Source records >>
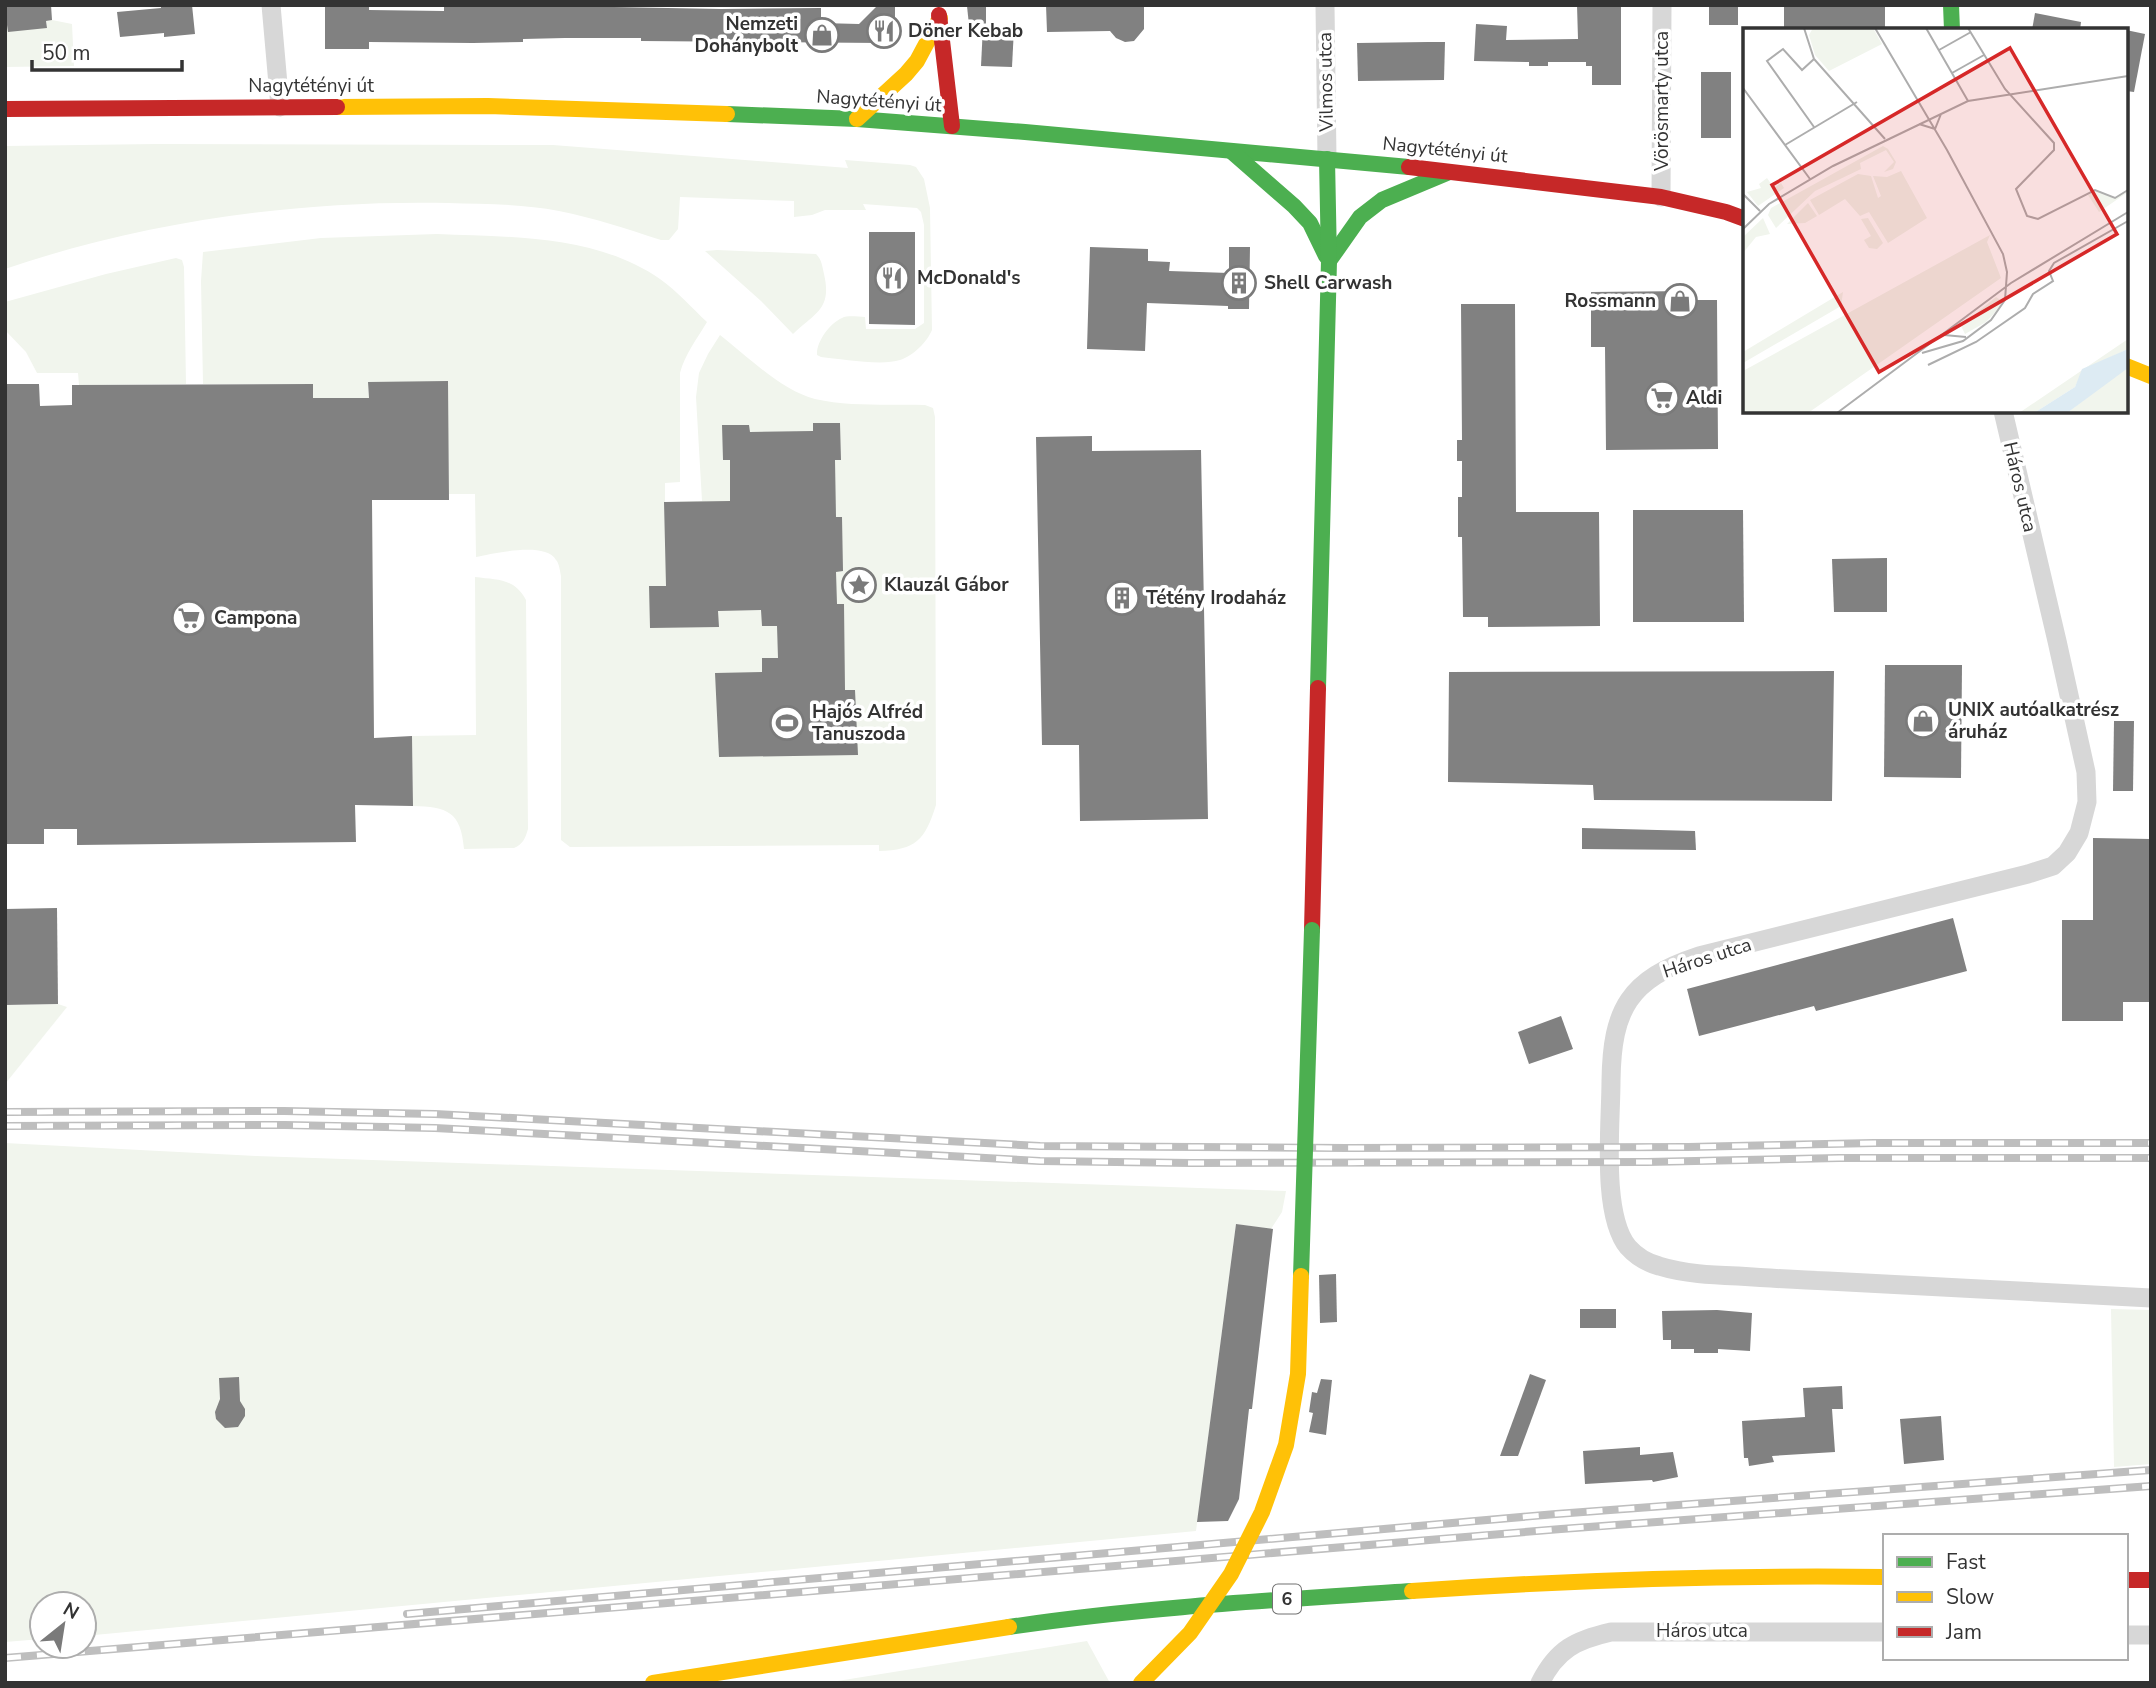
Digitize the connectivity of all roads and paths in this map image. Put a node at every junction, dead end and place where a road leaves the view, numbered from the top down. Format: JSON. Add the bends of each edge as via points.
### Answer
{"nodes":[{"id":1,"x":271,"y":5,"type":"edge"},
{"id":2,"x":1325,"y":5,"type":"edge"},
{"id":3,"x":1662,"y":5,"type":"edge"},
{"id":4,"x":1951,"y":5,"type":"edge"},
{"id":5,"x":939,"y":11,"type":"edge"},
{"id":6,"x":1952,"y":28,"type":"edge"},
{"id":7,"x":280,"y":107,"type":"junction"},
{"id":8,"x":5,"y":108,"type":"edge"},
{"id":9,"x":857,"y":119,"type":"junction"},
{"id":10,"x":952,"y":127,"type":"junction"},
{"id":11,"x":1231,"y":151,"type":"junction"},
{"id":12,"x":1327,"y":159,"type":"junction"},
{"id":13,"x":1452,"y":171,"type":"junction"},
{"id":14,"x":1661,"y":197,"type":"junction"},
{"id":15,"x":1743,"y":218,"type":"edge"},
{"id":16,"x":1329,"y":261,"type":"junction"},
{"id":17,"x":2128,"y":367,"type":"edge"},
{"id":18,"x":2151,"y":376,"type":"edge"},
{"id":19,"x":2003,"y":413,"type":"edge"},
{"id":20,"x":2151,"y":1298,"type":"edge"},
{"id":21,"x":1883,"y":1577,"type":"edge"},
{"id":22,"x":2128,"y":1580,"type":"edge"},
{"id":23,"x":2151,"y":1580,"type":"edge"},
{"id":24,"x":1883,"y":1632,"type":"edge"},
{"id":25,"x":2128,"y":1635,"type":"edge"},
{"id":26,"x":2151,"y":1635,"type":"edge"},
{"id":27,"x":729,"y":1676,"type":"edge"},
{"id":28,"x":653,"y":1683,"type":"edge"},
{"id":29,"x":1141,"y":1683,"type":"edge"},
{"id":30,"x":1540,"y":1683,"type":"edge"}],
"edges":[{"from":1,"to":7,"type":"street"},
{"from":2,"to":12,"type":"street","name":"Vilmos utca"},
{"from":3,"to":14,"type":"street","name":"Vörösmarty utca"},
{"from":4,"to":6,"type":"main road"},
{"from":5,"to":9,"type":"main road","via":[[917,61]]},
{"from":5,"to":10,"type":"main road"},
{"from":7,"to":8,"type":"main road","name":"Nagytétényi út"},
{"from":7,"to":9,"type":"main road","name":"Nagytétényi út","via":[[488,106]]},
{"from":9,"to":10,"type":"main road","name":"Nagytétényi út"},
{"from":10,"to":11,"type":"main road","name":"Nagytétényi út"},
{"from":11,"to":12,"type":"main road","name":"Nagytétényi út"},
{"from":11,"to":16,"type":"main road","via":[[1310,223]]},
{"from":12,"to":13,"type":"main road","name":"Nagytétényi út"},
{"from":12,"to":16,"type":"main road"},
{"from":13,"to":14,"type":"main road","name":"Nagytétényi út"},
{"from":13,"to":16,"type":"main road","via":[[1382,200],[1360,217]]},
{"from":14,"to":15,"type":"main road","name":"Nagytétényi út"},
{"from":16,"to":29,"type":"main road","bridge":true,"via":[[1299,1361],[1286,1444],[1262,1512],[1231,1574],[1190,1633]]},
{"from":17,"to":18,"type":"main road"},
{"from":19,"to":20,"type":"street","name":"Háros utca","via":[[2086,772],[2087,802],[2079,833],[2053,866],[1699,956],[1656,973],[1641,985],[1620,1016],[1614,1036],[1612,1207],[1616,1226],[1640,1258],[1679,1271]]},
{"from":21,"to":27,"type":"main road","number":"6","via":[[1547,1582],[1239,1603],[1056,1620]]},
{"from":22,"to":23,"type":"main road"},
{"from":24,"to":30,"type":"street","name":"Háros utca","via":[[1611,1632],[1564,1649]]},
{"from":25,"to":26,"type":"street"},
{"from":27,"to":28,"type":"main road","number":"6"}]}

The problem >> For this exercise, print all of the entries exactly as they appear, but without pictures.

Reply >>
Digitize the connectivity of all roads and paths in this map image. Put a node at every junction, dead end and place where a road leaves the view, numbered from the top down. Format: JSON. Add the bends of each edge as via points.
### Answer
{"nodes":[{"id":1,"x":271,"y":5,"type":"edge"},
{"id":2,"x":1325,"y":5,"type":"edge"},
{"id":3,"x":1662,"y":5,"type":"edge"},
{"id":4,"x":1951,"y":5,"type":"edge"},
{"id":5,"x":939,"y":11,"type":"edge"},
{"id":6,"x":1952,"y":28,"type":"edge"},
{"id":7,"x":280,"y":107,"type":"junction"},
{"id":8,"x":5,"y":108,"type":"edge"},
{"id":9,"x":857,"y":119,"type":"junction"},
{"id":10,"x":952,"y":127,"type":"junction"},
{"id":11,"x":1231,"y":151,"type":"junction"},
{"id":12,"x":1327,"y":159,"type":"junction"},
{"id":13,"x":1452,"y":171,"type":"junction"},
{"id":14,"x":1661,"y":197,"type":"junction"},
{"id":15,"x":1743,"y":218,"type":"edge"},
{"id":16,"x":1329,"y":261,"type":"junction"},
{"id":17,"x":2128,"y":367,"type":"edge"},
{"id":18,"x":2151,"y":376,"type":"edge"},
{"id":19,"x":2003,"y":413,"type":"edge"},
{"id":20,"x":2151,"y":1298,"type":"edge"},
{"id":21,"x":1883,"y":1577,"type":"edge"},
{"id":22,"x":2128,"y":1580,"type":"edge"},
{"id":23,"x":2151,"y":1580,"type":"edge"},
{"id":24,"x":1883,"y":1632,"type":"edge"},
{"id":25,"x":2128,"y":1635,"type":"edge"},
{"id":26,"x":2151,"y":1635,"type":"edge"},
{"id":27,"x":729,"y":1676,"type":"edge"},
{"id":28,"x":653,"y":1683,"type":"edge"},
{"id":29,"x":1141,"y":1683,"type":"edge"},
{"id":30,"x":1540,"y":1683,"type":"edge"}],
"edges":[{"from":1,"to":7,"type":"street"},
{"from":2,"to":12,"type":"street","name":"Vilmos utca"},
{"from":3,"to":14,"type":"street","name":"Vörösmarty utca"},
{"from":4,"to":6,"type":"main road"},
{"from":5,"to":9,"type":"main road","via":[[917,61]]},
{"from":5,"to":10,"type":"main road"},
{"from":7,"to":8,"type":"main road","name":"Nagytétényi út"},
{"from":7,"to":9,"type":"main road","name":"Nagytétényi út","via":[[488,106]]},
{"from":9,"to":10,"type":"main road","name":"Nagytétényi út"},
{"from":10,"to":11,"type":"main road","name":"Nagytétényi út"},
{"from":11,"to":12,"type":"main road","name":"Nagytétényi út"},
{"from":11,"to":16,"type":"main road","via":[[1310,223]]},
{"from":12,"to":13,"type":"main road","name":"Nagytétényi út"},
{"from":12,"to":16,"type":"main road"},
{"from":13,"to":14,"type":"main road","name":"Nagytétényi út"},
{"from":13,"to":16,"type":"main road","via":[[1382,200],[1360,217]]},
{"from":14,"to":15,"type":"main road","name":"Nagytétényi út"},
{"from":16,"to":29,"type":"main road","bridge":true,"via":[[1299,1361],[1286,1444],[1262,1512],[1231,1574],[1190,1633]]},
{"from":17,"to":18,"type":"main road"},
{"from":19,"to":20,"type":"street","name":"Háros utca","via":[[2086,772],[2087,802],[2079,833],[2053,866],[1699,956],[1656,973],[1641,985],[1620,1016],[1614,1036],[1612,1207],[1616,1226],[1640,1258],[1679,1271]]},
{"from":21,"to":27,"type":"main road","number":"6","via":[[1547,1582],[1239,1603],[1056,1620]]},
{"from":22,"to":23,"type":"main road"},
{"from":24,"to":30,"type":"street","name":"Háros utca","via":[[1611,1632],[1564,1649]]},
{"from":25,"to":26,"type":"street"},
{"from":27,"to":28,"type":"main road","number":"6"}]}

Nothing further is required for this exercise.